No campo político, os fatos são: a) o foco na reeleição desde o primeiro dia do governo; b) as crises instintinas motivadas pela exacerbação das teses do núcleo ideológico; c) a crise inicial de articulação política e posterior alinhamento com o antes combatido Centrão; d) a arrogância e o absolutismo no trato com os demais poderes; e) a prevalência dos impulsos autoritários e populistas; e, f) a aposta permanente nesses conflitos institucionais, num esforço inútil para vender uma imagem anti-establishment. Conclusão 3: a frequente instabilidade política não só alimenta a dimensão plural da crise, como põe sob risco o estado democrático de direito.  

Por fim, os dramáticos registros que acenam para o caos social são: a) a aposta inicial a favor da negligência em torno de uma política social efetiva; b) a aceitação de alguma forma de política social só aconteceu com o drama decorrente da pandemia: c) a confirmação de uma piora nas estatísticas do desemprego; d) o registro inevitável do aumento dos níveis de pobreza; e, e) a retomada preocupante da fome. Conclusão 4: está consagrado um novo flagelo social, com riscos iminentes e preocupantes de uma convulsão indesejada.

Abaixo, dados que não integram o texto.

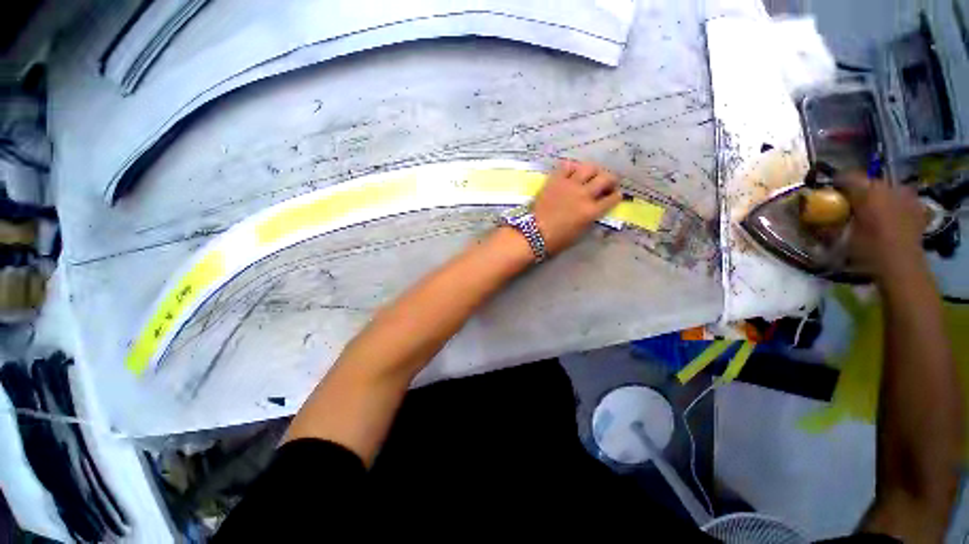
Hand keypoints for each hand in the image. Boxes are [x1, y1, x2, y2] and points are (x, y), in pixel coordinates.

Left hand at [531, 160, 621, 254]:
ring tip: (590, 175)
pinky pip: (567, 166)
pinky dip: (573, 167)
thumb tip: (596, 208)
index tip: (614, 195)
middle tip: (607, 183)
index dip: (616, 196)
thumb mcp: (580, 232)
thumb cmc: (557, 239)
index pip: (613, 198)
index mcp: (591, 211)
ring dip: (594, 171)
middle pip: (606, 178)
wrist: (533, 233)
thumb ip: (591, 218)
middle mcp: (584, 194)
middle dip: (611, 180)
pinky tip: (572, 173)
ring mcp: (569, 185)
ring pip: (589, 167)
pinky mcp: (555, 180)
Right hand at [837, 171, 928, 278]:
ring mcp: (907, 196)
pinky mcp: (918, 207)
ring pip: (886, 189)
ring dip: (877, 197)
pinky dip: (894, 204)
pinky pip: (902, 199)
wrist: (902, 265)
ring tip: (871, 211)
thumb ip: (830, 222)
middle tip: (850, 205)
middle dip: (859, 191)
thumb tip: (817, 215)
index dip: (837, 183)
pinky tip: (890, 217)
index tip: (829, 193)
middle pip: (869, 182)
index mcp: (868, 190)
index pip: (848, 176)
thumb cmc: (869, 250)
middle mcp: (888, 187)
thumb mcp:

Vistos tantos itens de energia estéril, entendo que a maior das certezas é aquela que a História irá destacar como o momento mais crítico vivido pelo país, pelo menos, no lastro de um século. Daqui para frente, defendo exercitar uma sugestiva e anestesiante criatividade nos exercicios de ócio, que ratifique minha intuição de que tal aposta será bem mais útil. Quem sabe, assim, a sociedade terá mesmo o ensaio por um país melhor. 

Insistir na energia estéril é se manter no erro de crer num país que ainda vislumbra um grande futuro no seu passado.